There was nothing for it. Lying on my hard, as it were armour plated, back, I knew I had to wait it out. What about sleeping a little longer and forgetting all this nonsense, I thought, the klaxon lighted sky making me feel melancholy.
But then I thought some more. Realising no one else was about (for I share my fortified compound with no-one), I dangled first one leg, then the next, then another, from the bed, until my centre of gravity shifted and I tumbled to the floor. I shook my segments, set my bearings with my multi-faceted eyes, and set off to explore the room. Before I knew it, I was walking up the wall, and on the ceiling. I felt my wings begin to quiver, and was almost overcome by a desire to set sail across the air.

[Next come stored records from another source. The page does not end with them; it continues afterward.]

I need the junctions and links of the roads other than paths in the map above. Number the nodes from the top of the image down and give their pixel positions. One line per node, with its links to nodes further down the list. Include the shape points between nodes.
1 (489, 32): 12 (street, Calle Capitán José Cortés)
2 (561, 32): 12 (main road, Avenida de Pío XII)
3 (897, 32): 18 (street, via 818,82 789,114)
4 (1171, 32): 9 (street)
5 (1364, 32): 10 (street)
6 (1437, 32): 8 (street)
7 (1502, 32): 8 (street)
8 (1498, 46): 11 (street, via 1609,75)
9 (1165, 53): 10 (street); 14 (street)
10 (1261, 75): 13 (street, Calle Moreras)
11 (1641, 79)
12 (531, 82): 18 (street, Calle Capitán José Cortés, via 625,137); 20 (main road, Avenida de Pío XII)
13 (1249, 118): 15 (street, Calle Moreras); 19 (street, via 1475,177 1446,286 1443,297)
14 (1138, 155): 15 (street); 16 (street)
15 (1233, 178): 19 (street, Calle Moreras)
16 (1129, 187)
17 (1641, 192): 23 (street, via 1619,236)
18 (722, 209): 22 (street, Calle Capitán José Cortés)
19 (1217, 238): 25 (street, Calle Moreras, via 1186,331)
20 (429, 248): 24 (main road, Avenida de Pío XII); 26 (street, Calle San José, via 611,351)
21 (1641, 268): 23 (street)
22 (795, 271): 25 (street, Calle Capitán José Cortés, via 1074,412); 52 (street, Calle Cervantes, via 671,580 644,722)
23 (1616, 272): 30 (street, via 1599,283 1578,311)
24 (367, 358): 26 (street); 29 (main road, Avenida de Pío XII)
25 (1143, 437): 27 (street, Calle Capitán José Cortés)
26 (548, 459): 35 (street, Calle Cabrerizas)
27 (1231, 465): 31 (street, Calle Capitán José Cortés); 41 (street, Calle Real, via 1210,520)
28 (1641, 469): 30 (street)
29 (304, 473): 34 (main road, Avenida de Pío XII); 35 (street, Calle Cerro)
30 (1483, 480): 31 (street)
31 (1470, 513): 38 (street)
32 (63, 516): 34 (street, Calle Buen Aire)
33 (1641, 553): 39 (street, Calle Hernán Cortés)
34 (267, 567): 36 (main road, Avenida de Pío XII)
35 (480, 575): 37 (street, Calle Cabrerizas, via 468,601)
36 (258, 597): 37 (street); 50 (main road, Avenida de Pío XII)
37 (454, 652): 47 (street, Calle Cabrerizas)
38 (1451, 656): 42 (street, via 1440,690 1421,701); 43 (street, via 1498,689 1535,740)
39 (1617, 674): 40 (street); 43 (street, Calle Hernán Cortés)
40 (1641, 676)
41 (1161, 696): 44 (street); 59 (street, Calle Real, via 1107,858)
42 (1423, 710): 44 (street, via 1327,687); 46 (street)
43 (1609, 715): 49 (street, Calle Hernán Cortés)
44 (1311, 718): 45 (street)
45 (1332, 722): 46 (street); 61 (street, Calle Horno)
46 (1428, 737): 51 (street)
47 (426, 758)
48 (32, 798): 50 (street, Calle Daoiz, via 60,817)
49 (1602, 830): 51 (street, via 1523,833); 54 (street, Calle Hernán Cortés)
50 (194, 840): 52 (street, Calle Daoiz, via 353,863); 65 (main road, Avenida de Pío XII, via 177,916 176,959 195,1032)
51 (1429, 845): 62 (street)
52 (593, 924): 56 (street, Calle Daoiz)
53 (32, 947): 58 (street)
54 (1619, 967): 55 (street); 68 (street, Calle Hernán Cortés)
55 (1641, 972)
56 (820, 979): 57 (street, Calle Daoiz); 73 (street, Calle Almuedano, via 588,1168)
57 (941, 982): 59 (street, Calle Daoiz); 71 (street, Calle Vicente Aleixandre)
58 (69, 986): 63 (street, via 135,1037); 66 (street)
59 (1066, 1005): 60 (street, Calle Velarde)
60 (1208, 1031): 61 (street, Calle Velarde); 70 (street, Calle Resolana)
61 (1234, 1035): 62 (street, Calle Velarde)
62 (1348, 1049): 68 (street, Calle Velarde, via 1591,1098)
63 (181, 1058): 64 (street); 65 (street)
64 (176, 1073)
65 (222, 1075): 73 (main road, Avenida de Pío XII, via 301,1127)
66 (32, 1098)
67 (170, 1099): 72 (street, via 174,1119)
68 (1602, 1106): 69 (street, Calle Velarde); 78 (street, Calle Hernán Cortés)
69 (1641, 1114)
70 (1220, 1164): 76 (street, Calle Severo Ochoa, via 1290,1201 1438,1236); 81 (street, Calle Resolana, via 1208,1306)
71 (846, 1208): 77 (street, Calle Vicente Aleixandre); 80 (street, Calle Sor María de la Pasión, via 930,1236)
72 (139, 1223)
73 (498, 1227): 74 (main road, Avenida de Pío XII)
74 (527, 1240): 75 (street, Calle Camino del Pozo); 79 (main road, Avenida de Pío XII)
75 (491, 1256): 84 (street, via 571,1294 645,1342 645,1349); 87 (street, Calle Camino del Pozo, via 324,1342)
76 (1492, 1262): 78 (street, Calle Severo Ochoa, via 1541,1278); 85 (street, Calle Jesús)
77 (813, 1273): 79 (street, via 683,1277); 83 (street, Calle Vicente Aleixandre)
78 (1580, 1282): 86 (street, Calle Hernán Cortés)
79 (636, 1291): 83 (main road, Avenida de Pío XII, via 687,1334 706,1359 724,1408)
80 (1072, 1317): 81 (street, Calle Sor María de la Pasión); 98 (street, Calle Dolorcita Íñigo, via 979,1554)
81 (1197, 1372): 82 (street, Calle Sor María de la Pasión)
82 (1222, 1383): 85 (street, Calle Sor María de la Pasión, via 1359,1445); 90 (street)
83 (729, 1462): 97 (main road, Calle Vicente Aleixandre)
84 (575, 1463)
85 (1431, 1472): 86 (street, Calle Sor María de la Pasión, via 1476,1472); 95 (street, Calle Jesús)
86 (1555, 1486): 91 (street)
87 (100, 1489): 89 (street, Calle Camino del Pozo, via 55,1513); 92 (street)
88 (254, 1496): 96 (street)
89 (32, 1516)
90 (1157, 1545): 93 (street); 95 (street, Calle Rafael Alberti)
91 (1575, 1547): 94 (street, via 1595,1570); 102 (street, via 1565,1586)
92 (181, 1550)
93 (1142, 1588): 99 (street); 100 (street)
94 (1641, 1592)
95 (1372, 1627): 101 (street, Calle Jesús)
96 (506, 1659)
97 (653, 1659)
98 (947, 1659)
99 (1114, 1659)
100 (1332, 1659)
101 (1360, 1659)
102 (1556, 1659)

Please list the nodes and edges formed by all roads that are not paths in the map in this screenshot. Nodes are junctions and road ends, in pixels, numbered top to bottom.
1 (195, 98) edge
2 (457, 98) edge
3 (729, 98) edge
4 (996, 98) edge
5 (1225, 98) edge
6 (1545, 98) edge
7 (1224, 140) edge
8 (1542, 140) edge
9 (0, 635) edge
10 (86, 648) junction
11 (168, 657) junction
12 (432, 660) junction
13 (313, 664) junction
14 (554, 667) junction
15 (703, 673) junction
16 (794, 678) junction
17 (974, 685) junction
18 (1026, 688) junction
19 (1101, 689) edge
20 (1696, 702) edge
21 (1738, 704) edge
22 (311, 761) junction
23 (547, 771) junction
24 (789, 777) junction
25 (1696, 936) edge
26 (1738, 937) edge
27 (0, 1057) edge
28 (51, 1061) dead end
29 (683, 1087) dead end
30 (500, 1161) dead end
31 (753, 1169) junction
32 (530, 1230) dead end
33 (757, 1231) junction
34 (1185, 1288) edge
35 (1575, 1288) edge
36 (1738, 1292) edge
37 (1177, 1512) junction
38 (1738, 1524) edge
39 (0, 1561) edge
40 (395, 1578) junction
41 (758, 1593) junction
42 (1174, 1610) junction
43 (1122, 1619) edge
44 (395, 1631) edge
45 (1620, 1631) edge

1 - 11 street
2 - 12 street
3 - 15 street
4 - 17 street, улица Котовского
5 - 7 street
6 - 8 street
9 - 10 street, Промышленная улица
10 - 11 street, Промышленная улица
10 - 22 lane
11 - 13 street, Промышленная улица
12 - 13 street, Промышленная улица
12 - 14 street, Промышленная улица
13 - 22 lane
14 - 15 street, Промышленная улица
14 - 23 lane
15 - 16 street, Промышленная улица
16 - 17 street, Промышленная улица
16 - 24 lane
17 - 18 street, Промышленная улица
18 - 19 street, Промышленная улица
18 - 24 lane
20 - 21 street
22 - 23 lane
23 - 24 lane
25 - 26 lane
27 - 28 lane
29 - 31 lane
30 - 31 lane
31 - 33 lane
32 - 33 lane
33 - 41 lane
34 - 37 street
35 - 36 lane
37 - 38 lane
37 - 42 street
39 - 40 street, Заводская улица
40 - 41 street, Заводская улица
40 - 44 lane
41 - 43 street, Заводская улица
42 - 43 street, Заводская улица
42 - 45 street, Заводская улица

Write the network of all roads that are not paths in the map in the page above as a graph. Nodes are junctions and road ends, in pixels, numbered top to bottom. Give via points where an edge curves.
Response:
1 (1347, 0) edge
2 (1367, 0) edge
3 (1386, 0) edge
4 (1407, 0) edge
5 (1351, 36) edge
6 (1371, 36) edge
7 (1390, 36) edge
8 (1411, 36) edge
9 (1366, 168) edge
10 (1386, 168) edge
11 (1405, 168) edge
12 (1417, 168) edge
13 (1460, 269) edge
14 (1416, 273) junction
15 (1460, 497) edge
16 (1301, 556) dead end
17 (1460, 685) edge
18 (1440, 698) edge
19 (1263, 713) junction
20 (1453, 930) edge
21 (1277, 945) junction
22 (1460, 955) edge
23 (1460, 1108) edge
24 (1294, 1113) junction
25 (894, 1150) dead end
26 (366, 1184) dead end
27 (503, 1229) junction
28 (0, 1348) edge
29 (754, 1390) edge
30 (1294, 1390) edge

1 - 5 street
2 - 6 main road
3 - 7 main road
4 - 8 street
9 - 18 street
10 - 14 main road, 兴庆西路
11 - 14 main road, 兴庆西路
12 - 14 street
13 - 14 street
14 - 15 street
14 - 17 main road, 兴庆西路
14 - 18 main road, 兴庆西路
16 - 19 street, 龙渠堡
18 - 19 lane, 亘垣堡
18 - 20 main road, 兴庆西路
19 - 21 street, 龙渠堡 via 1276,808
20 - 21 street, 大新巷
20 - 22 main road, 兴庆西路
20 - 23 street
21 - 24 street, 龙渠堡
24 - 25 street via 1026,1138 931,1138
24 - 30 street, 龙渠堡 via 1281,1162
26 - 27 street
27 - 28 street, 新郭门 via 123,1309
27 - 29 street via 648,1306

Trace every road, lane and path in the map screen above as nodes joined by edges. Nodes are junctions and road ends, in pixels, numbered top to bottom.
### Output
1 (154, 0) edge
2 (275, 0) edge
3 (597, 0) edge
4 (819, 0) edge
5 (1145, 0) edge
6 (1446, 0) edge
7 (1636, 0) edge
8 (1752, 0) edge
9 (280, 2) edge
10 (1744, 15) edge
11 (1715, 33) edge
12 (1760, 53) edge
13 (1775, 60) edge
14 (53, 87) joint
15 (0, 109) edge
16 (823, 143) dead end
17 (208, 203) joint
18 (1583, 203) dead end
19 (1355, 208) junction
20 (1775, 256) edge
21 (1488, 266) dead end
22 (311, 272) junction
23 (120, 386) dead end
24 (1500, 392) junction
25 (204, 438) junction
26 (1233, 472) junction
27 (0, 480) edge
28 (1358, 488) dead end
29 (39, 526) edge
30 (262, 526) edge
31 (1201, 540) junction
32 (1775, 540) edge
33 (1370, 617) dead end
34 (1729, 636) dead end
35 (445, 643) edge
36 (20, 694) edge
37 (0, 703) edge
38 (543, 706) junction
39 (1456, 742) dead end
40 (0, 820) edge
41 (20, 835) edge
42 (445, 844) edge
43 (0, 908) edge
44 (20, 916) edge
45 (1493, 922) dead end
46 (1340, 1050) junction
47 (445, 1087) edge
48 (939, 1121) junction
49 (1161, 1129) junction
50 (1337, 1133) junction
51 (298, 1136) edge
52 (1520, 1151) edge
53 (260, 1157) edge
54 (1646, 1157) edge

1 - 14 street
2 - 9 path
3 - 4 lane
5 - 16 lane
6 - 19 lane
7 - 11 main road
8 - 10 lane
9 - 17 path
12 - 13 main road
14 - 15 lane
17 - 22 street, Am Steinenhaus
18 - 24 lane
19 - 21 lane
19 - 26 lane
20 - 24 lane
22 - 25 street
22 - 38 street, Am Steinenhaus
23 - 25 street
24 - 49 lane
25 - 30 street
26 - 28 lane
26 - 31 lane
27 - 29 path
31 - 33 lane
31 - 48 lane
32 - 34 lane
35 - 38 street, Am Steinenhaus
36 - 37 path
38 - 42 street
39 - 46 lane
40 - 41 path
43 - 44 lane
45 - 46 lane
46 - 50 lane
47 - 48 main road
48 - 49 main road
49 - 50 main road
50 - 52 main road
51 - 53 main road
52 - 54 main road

I explored my home as though a stranger, which I suppose I was. I knew I should not be doing this. The accepted etiquette is to simply wait until one is one’s self again. We are in possession of our faculties. We know better. As I set off, I felt naughty, then more than that. I felt great.
I opened the door (yes, I was a giant insect and did not have opposable thumbs, however I retained a human brain and it was my door after all), and nearly fainted with the overload of my senses, with all the signals of death and decay. A whole universe of half broken down organisms to be clambered through and consumed.
Shaking a little, I danced with joy. Liberation. A secret indulgence. How often does one get to experience the pleasures of another creature, to live in the body of another? Even if it was the body of a giant cockroach.
Then I noticed the stillness. Something was wrong. From a corner of the garden, it ran at me.
Before I knew what I was doing, I realised that I too was running as fast as my six legs could take me. Purely from instinct, I jinked and changed direction. One of my compound lenses revealed what was in pursuit. A giant spider was coming at me at terrifying speed. This was outrageous. It was nothing natural. A creature of that size could only be another person, transformed for the moment by this morning’s toxic discharge. I tried to gather who it must be. It could only be the woman from across the road. She always seemed a little wrong headed. She knew she was supposed to stay in her own place. I cursed myself for my stupidity, no matter how high my walls, they were no match for a giant arachnid.
I turned again, having the advantage of knowledge of the layout of my fortified compound. Fool. I was running where she was driving me. Just when I thought I was about to reach the safety of the house, I stopped. The more I struggled, the more I was stopped. Web!
I turned and looked at her. There was something disturbingly Freudian about the way she was manically manipulating her pincers. I tried to reason with her, but only a whole lot of roach gibberish came out. Though afraid, my anger dropped away: she was only doing the same as me, experiencing the alien.
Then it stopped. The rigidity of the armour passed away, and there I was, flesh bodied and human again. The same for the woman, although she continued to run oddly for a few steps after her body had returned. At least she had the courtesy to help unwrap the web from me. It was only afterwards that I reflected how odd it was to be standing there naked in that situation.